● **WORK REQUEST**:
Find the lines in the records below that contain "Strada", and report each of them.

● **MATERIAL FOR THE TASK**:
..............................
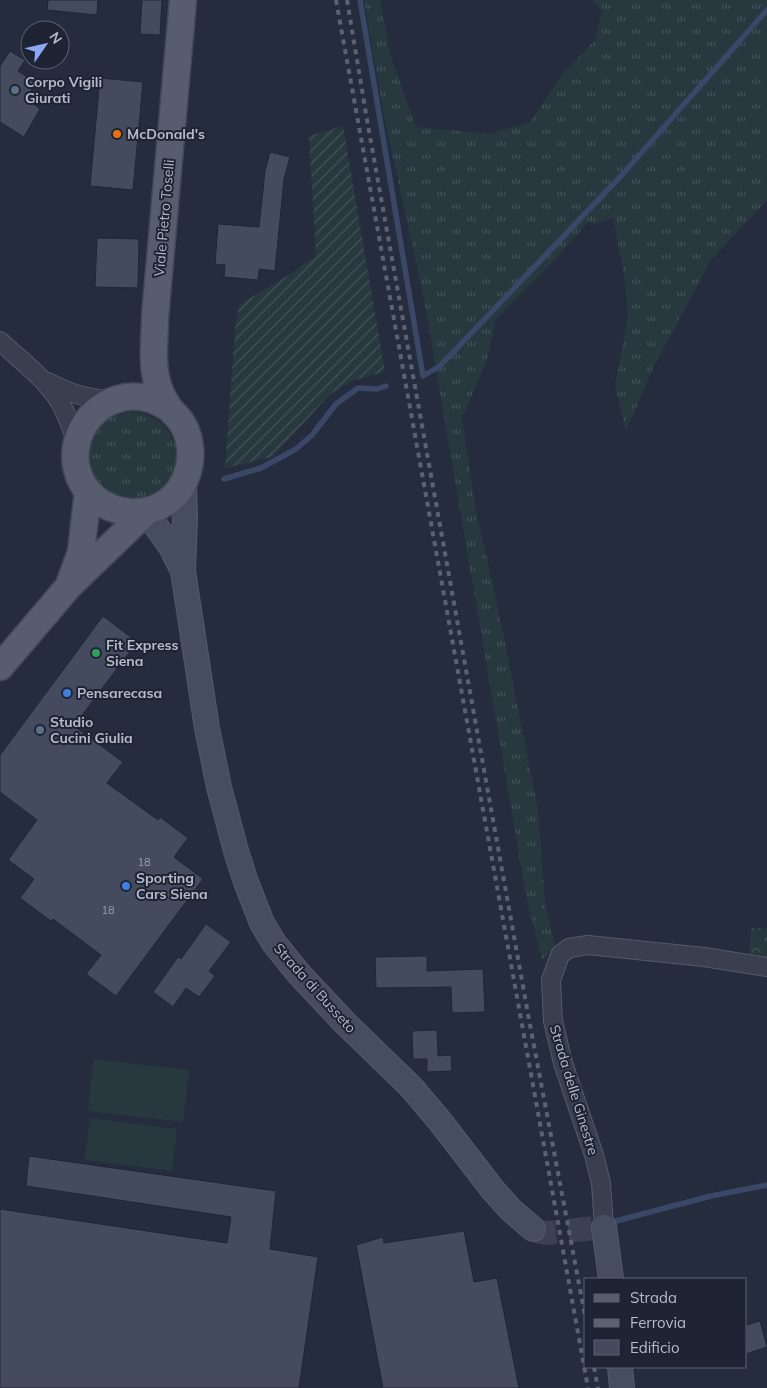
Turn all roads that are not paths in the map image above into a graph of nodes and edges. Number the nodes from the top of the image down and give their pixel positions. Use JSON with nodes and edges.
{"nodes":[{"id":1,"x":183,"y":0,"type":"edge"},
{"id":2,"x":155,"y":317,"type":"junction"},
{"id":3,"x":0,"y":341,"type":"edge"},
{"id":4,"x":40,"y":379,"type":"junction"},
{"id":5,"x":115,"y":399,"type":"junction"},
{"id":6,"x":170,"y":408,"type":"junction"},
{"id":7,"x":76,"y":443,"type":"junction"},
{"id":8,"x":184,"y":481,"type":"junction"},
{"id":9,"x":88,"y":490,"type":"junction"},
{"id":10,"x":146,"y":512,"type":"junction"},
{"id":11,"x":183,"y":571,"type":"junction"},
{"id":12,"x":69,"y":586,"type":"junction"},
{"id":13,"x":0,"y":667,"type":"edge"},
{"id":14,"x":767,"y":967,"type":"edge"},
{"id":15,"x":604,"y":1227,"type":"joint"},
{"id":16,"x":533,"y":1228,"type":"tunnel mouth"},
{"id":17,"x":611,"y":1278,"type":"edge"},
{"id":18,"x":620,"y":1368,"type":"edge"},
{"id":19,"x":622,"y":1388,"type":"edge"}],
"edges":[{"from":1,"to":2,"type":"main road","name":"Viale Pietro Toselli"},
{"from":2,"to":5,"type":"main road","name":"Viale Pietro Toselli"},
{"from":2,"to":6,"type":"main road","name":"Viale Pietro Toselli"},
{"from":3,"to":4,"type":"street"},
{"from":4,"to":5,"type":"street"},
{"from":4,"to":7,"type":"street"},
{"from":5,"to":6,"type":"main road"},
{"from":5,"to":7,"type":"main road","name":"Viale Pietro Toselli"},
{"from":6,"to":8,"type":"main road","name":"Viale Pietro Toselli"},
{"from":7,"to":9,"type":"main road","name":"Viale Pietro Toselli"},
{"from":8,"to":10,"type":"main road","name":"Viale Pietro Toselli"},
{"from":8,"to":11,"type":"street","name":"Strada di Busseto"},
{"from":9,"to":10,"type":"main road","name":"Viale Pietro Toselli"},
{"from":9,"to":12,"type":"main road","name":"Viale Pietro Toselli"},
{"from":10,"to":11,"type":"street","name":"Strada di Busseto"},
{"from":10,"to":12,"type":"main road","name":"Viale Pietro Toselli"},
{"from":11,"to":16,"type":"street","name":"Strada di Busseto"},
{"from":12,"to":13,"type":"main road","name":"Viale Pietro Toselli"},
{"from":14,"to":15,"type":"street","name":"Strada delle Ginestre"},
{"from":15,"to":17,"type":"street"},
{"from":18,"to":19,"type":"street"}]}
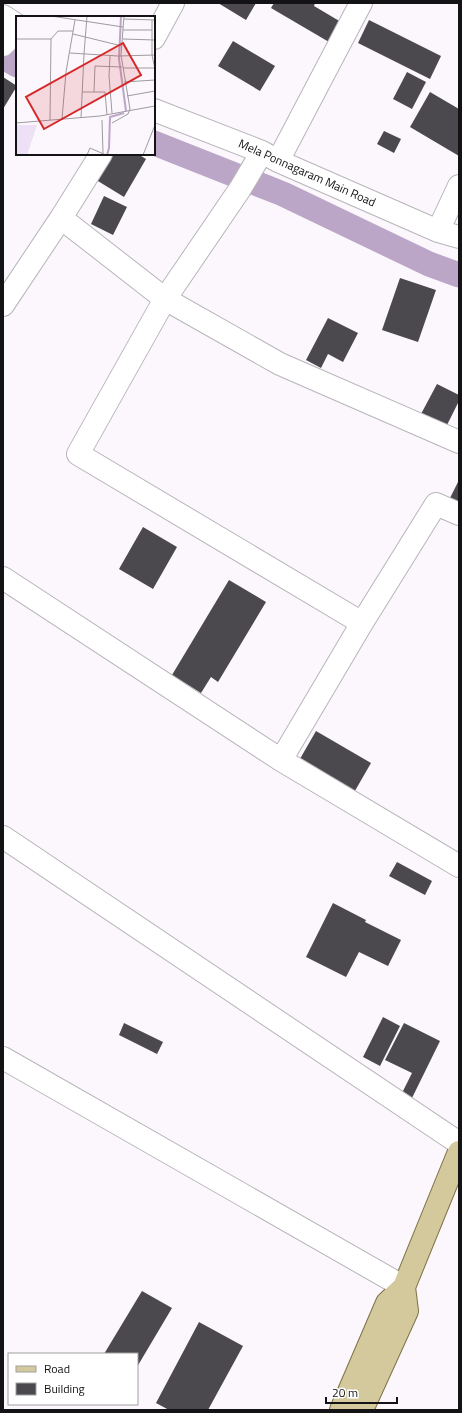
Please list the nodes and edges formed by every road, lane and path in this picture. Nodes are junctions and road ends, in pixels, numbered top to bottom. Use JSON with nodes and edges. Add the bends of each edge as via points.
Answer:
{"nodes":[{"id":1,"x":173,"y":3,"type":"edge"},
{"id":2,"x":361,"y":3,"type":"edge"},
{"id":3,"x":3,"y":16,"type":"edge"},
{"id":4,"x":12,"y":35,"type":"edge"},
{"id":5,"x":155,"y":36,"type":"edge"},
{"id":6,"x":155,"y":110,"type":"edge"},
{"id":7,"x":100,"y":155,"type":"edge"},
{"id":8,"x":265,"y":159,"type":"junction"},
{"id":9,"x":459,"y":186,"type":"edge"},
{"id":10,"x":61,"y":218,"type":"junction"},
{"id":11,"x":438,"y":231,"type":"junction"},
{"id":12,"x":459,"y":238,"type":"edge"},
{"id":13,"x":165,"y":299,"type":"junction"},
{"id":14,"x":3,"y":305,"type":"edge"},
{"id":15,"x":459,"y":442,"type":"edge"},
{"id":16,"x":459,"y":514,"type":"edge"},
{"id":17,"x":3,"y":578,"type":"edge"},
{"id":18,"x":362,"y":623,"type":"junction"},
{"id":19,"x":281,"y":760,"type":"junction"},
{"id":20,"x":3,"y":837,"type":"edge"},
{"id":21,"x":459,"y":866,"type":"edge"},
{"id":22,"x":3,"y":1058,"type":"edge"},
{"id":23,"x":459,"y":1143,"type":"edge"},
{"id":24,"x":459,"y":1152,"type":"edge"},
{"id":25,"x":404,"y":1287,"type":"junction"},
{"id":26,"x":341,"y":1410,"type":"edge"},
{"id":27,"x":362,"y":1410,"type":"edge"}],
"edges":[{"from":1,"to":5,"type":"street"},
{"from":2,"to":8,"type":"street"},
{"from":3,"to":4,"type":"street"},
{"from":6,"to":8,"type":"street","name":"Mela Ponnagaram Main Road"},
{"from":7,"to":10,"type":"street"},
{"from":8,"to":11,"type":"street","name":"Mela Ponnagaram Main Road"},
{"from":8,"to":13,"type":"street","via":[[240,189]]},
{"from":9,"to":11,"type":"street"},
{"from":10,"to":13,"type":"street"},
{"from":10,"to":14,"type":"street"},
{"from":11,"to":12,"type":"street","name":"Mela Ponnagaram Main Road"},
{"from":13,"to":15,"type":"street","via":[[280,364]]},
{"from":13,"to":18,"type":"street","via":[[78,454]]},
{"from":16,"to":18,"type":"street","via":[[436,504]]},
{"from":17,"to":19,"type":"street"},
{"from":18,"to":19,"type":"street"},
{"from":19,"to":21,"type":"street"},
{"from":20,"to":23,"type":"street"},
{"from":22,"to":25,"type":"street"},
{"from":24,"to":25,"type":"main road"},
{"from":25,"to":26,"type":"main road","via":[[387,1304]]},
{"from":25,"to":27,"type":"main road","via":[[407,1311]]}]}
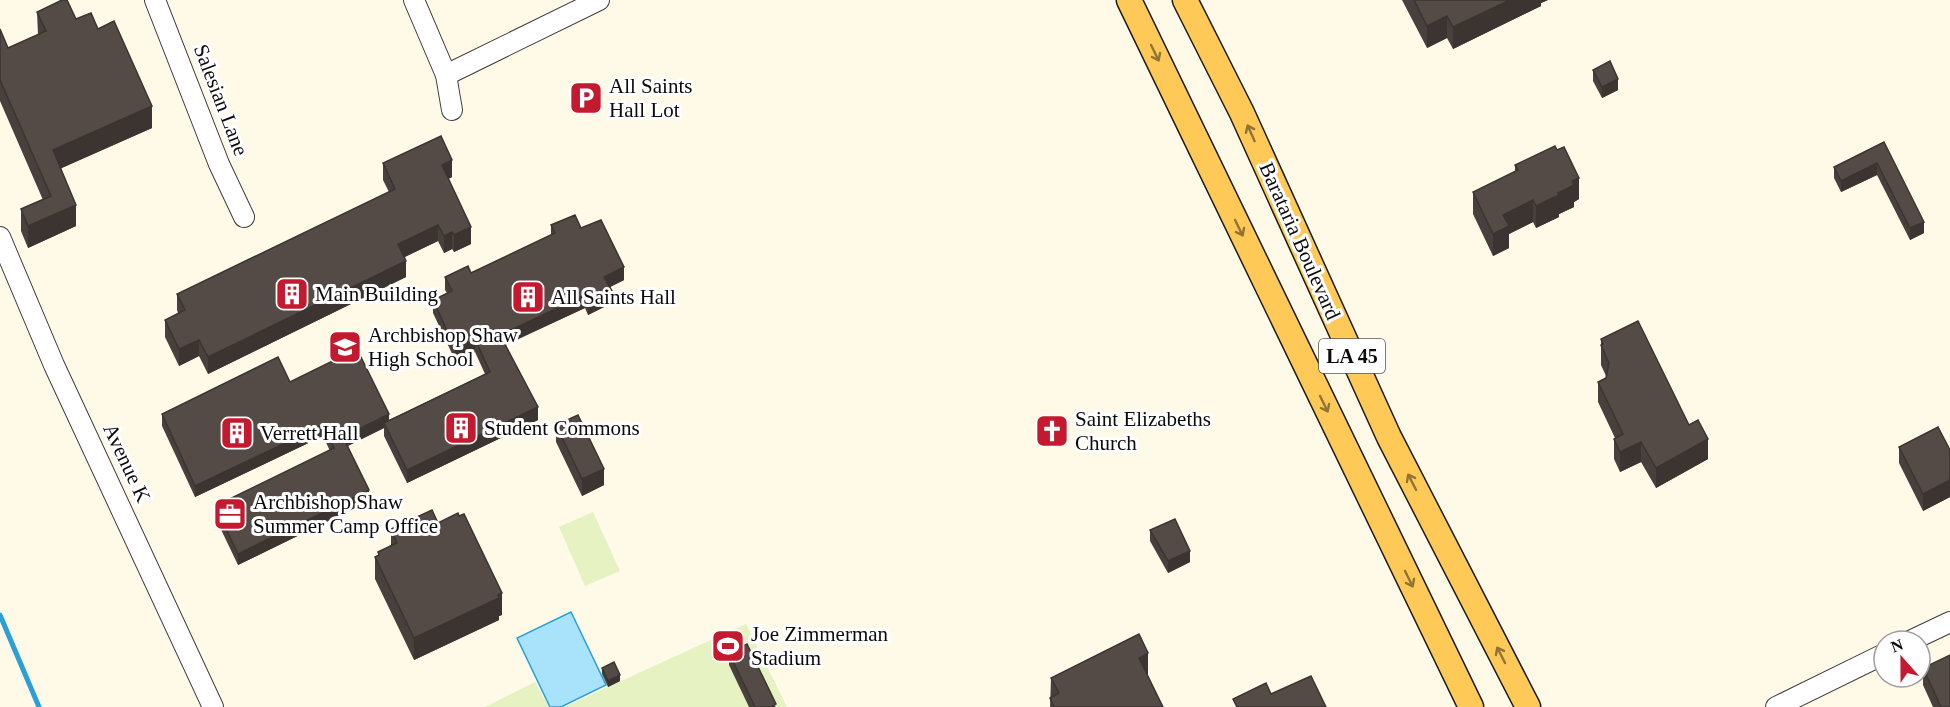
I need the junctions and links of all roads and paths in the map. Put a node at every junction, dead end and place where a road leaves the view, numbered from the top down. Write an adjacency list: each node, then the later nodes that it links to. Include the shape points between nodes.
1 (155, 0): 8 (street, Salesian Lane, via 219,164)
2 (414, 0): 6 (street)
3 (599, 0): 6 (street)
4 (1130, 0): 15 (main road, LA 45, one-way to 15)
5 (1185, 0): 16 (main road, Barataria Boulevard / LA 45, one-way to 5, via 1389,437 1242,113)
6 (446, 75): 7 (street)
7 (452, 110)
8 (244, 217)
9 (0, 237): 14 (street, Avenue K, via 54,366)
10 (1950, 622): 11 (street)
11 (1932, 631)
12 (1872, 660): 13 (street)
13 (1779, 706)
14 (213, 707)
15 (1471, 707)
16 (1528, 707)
..............................
● **RESPONSE TO THE EXERCISE**:
{"from":8,"to":11,"type":"street","name":"Strada di Busseto"},
{"from":10,"to":11,"type":"street","name":"Strada di Busseto"},
{"from":11,"to":16,"type":"street","name":"Strada di Busseto"},
{"from":14,"to":15,"type":"street","name":"Strada delle Ginestre"},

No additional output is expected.